Data to examine:
▼

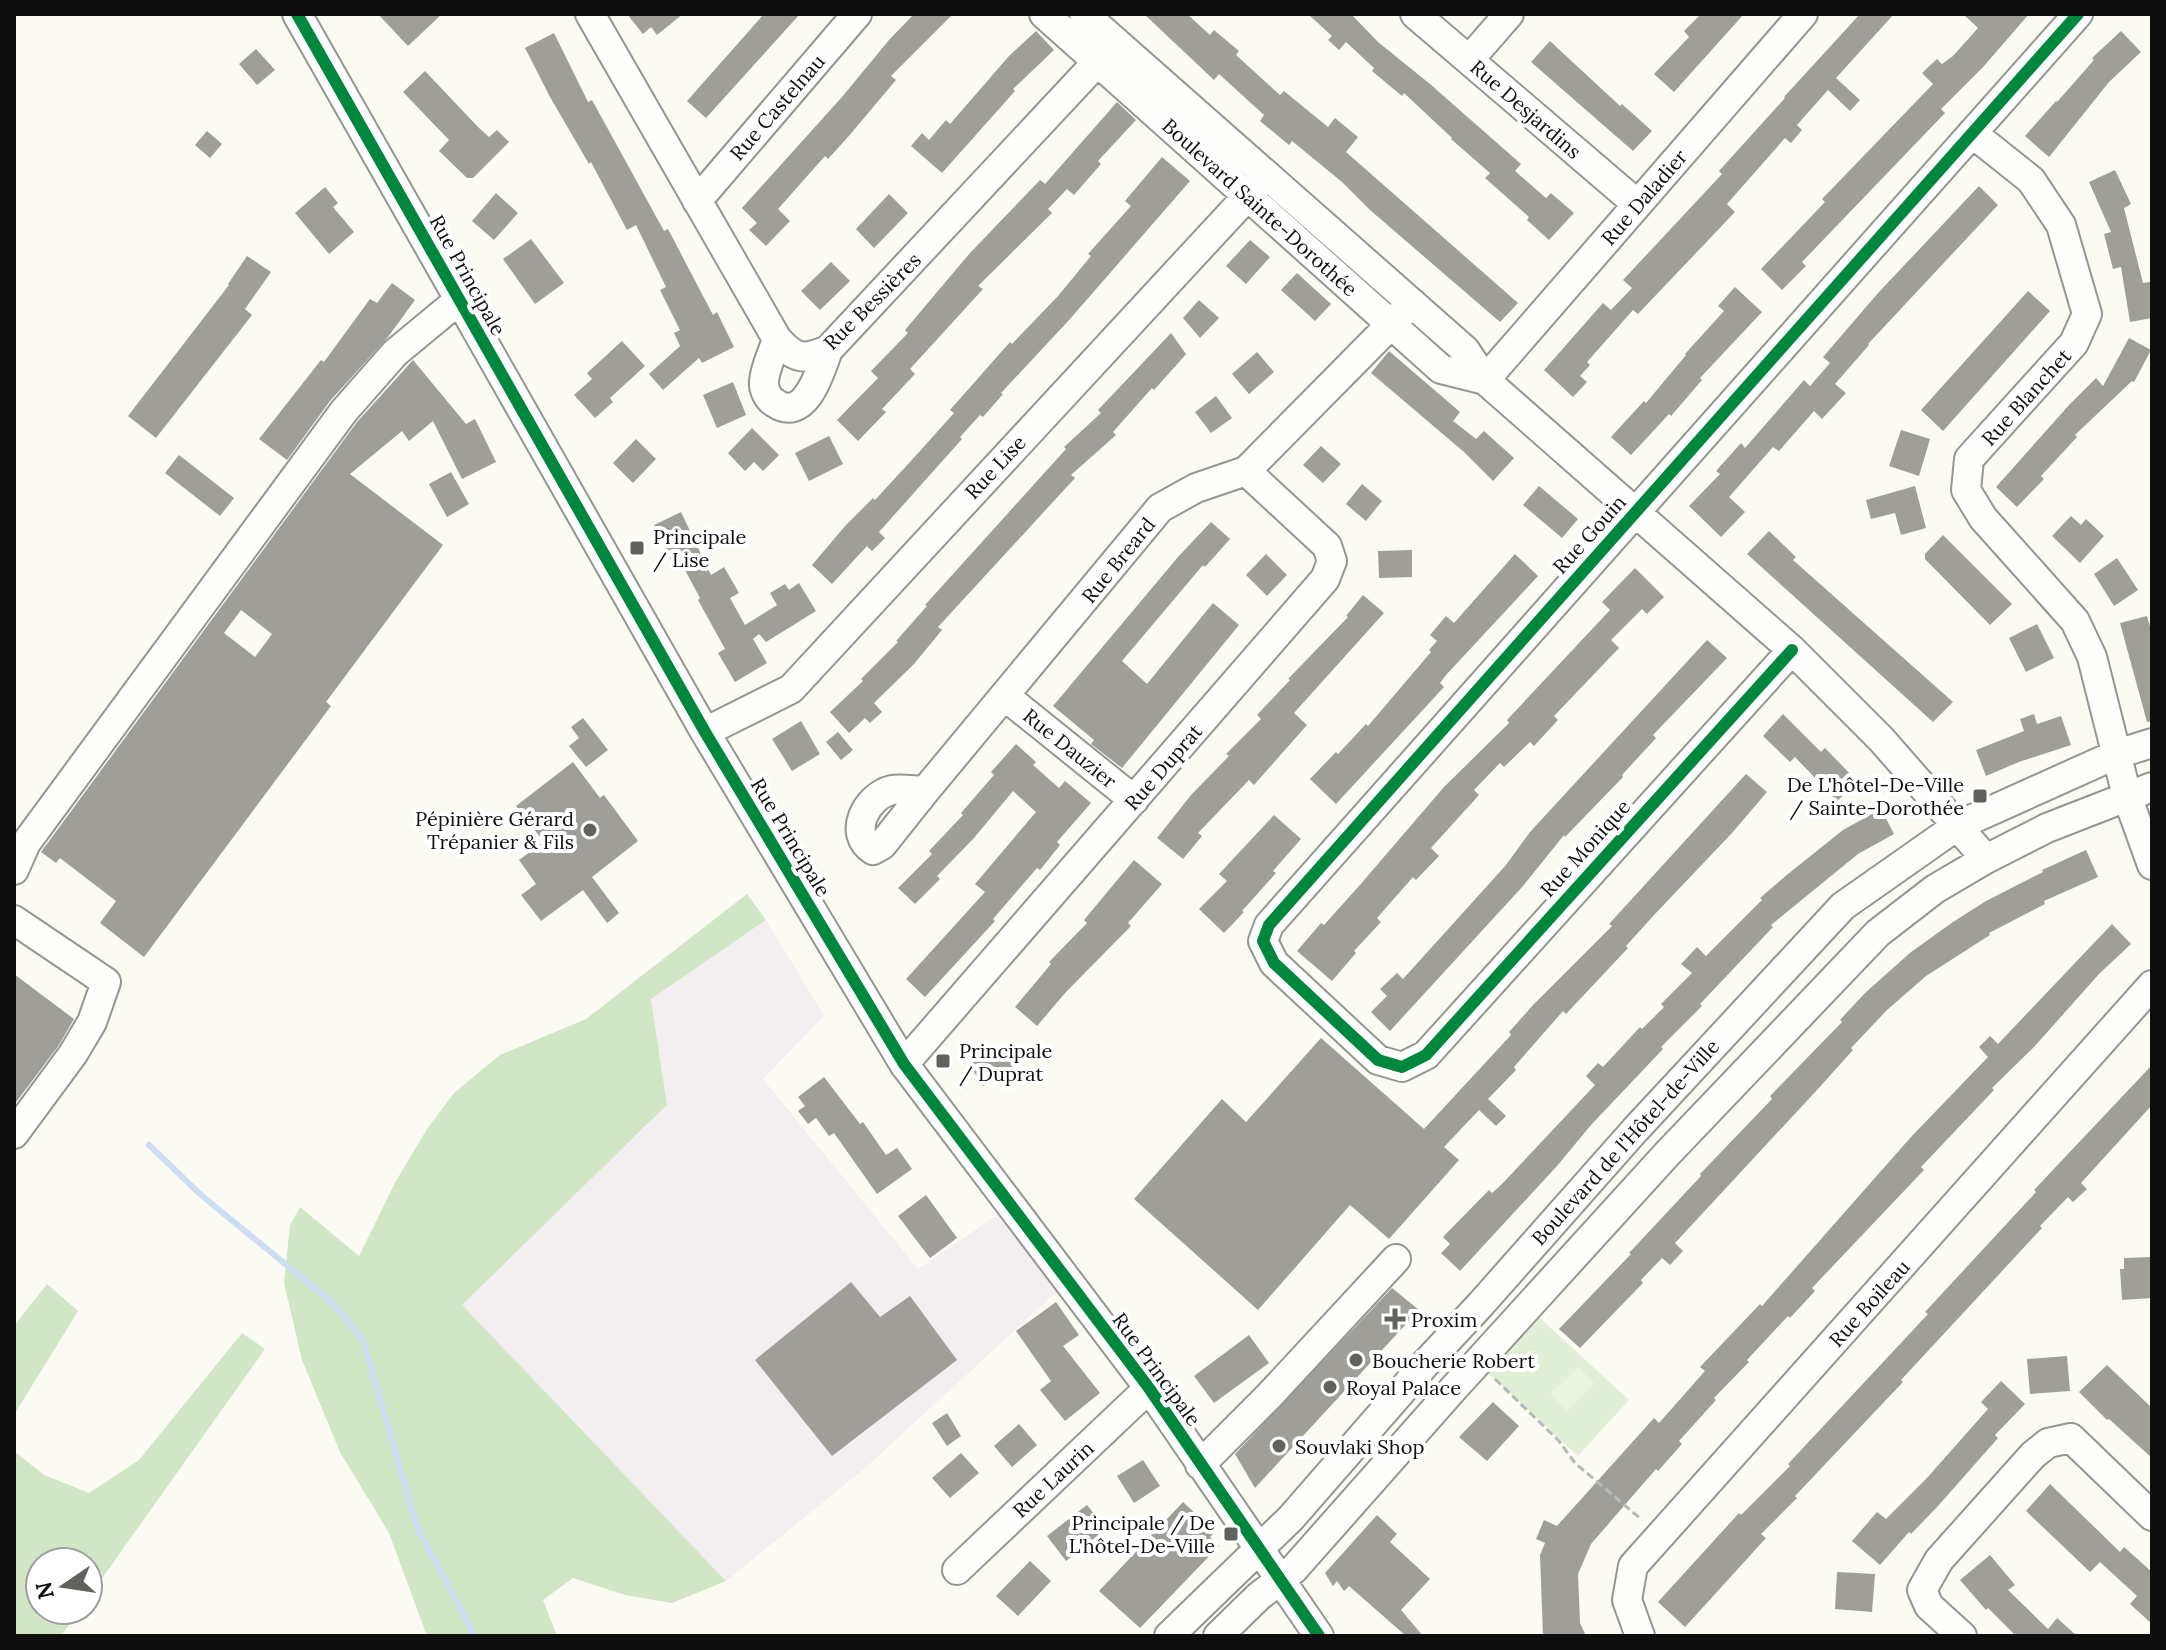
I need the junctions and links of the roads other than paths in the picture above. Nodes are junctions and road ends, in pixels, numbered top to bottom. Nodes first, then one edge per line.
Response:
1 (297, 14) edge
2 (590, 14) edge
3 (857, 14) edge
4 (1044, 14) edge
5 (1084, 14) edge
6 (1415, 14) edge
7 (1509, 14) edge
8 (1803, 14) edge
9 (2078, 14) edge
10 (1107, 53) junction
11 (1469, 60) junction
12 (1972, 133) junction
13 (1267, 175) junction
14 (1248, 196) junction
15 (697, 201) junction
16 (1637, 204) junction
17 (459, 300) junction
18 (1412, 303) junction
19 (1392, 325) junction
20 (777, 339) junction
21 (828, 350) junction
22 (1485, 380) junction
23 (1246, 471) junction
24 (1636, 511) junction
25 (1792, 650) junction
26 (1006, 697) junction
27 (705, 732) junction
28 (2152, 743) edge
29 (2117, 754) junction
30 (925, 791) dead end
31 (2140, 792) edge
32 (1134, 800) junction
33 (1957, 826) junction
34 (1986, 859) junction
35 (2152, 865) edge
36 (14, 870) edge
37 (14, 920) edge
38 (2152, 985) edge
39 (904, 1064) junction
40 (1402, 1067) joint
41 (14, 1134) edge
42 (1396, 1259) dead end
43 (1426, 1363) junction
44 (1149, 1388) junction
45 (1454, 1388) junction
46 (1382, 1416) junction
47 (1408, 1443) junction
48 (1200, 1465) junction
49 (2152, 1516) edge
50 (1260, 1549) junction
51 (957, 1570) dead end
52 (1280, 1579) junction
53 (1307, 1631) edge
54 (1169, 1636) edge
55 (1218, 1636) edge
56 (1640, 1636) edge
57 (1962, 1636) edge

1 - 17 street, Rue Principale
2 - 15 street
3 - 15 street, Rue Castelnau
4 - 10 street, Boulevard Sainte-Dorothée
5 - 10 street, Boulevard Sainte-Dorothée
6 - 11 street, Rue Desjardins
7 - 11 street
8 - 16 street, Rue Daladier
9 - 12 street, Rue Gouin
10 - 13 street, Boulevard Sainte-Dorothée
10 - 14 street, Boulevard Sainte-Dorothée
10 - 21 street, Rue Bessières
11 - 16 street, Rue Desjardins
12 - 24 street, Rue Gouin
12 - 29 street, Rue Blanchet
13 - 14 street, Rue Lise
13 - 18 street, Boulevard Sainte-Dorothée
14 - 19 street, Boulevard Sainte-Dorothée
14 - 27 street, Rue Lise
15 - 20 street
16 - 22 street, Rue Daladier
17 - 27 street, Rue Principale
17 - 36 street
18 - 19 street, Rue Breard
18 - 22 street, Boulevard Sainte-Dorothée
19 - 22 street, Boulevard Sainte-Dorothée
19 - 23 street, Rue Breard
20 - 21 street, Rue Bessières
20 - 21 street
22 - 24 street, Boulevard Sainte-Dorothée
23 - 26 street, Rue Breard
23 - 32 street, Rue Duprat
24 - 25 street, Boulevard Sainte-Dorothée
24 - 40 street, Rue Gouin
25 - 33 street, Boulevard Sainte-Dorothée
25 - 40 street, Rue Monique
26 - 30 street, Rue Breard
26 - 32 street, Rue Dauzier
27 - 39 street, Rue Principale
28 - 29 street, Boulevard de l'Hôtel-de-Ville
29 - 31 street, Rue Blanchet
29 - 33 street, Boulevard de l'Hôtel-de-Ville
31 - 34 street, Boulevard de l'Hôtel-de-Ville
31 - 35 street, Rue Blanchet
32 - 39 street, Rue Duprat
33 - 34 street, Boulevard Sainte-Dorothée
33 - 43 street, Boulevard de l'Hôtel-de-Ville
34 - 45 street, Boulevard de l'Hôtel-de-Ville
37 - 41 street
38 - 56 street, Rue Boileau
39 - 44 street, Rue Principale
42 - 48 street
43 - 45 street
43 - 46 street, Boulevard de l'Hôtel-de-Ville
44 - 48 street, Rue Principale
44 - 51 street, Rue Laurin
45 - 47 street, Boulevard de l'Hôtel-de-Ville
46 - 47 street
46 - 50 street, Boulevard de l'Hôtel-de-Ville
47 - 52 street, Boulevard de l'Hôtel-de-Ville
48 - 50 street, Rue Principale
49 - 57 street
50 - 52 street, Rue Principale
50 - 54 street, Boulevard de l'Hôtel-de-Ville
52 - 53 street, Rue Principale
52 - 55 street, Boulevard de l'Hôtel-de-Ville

▲

What to do: Please retype the data exactly as it appears, but without any of its pictures.

Response to this task:
I need the junctions and links of the roads other than paths in the picture above. Nodes are junctions and road ends, in pixels, numbered top to bottom. Nodes first, then one edge per line.
Response:
1 (297, 14) edge
2 (590, 14) edge
3 (857, 14) edge
4 (1044, 14) edge
5 (1084, 14) edge
6 (1415, 14) edge
7 (1509, 14) edge
8 (1803, 14) edge
9 (2078, 14) edge
10 (1107, 53) junction
11 (1469, 60) junction
12 (1972, 133) junction
13 (1267, 175) junction
14 (1248, 196) junction
15 (697, 201) junction
16 (1637, 204) junction
17 (459, 300) junction
18 (1412, 303) junction
19 (1392, 325) junction
20 (777, 339) junction
21 (828, 350) junction
22 (1485, 380) junction
23 (1246, 471) junction
24 (1636, 511) junction
25 (1792, 650) junction
26 (1006, 697) junction
27 (705, 732) junction
28 (2152, 743) edge
29 (2117, 754) junction
30 (925, 791) dead end
31 (2140, 792) edge
32 (1134, 800) junction
33 (1957, 826) junction
34 (1986, 859) junction
35 (2152, 865) edge
36 (14, 870) edge
37 (14, 920) edge
38 (2152, 985) edge
39 (904, 1064) junction
40 (1402, 1067) joint
41 (14, 1134) edge
42 (1396, 1259) dead end
43 (1426, 1363) junction
44 (1149, 1388) junction
45 (1454, 1388) junction
46 (1382, 1416) junction
47 (1408, 1443) junction
48 (1200, 1465) junction
49 (2152, 1516) edge
50 (1260, 1549) junction
51 (957, 1570) dead end
52 (1280, 1579) junction
53 (1307, 1631) edge
54 (1169, 1636) edge
55 (1218, 1636) edge
56 (1640, 1636) edge
57 (1962, 1636) edge

1 - 17 street, Rue Principale
2 - 15 street
3 - 15 street, Rue Castelnau
4 - 10 street, Boulevard Sainte-Dorothée
5 - 10 street, Boulevard Sainte-Dorothée
6 - 11 street, Rue Desjardins
7 - 11 street
8 - 16 street, Rue Daladier
9 - 12 street, Rue Gouin
10 - 13 street, Boulevard Sainte-Dorothée
10 - 14 street, Boulevard Sainte-Dorothée
10 - 21 street, Rue Bessières
11 - 16 street, Rue Desjardins
12 - 24 street, Rue Gouin
12 - 29 street, Rue Blanchet
13 - 14 street, Rue Lise
13 - 18 street, Boulevard Sainte-Dorothée
14 - 19 street, Boulevard Sainte-Dorothée
14 - 27 street, Rue Lise
15 - 20 street
16 - 22 street, Rue Daladier
17 - 27 street, Rue Principale
17 - 36 street
18 - 19 street, Rue Breard
18 - 22 street, Boulevard Sainte-Dorothée
19 - 22 street, Boulevard Sainte-Dorothée
19 - 23 street, Rue Breard
20 - 21 street, Rue Bessières
20 - 21 street
22 - 24 street, Boulevard Sainte-Dorothée
23 - 26 street, Rue Breard
23 - 32 street, Rue Duprat
24 - 25 street, Boulevard Sainte-Dorothée
24 - 40 street, Rue Gouin
25 - 33 street, Boulevard Sainte-Dorothée
25 - 40 street, Rue Monique
26 - 30 street, Rue Breard
26 - 32 street, Rue Dauzier
27 - 39 street, Rue Principale
28 - 29 street, Boulevard de l'Hôtel-de-Ville
29 - 31 street, Rue Blanchet
29 - 33 street, Boulevard de l'Hôtel-de-Ville
31 - 34 street, Boulevard de l'Hôtel-de-Ville
31 - 35 street, Rue Blanchet
32 - 39 street, Rue Duprat
33 - 34 street, Boulevard Sainte-Dorothée
33 - 43 street, Boulevard de l'Hôtel-de-Ville
34 - 45 street, Boulevard de l'Hôtel-de-Ville
37 - 41 street
38 - 56 street, Rue Boileau
39 - 44 street, Rue Principale
42 - 48 street
43 - 45 street
43 - 46 street, Boulevard de l'Hôtel-de-Ville
44 - 48 street, Rue Principale
44 - 51 street, Rue Laurin
45 - 47 street, Boulevard de l'Hôtel-de-Ville
46 - 47 street
46 - 50 street, Boulevard de l'Hôtel-de-Ville
47 - 52 street, Boulevard de l'Hôtel-de-Ville
48 - 50 street, Rue Principale
49 - 57 street
50 - 52 street, Rue Principale
50 - 54 street, Boulevard de l'Hôtel-de-Ville
52 - 53 street, Rue Principale
52 - 55 street, Boulevard de l'Hôtel-de-Ville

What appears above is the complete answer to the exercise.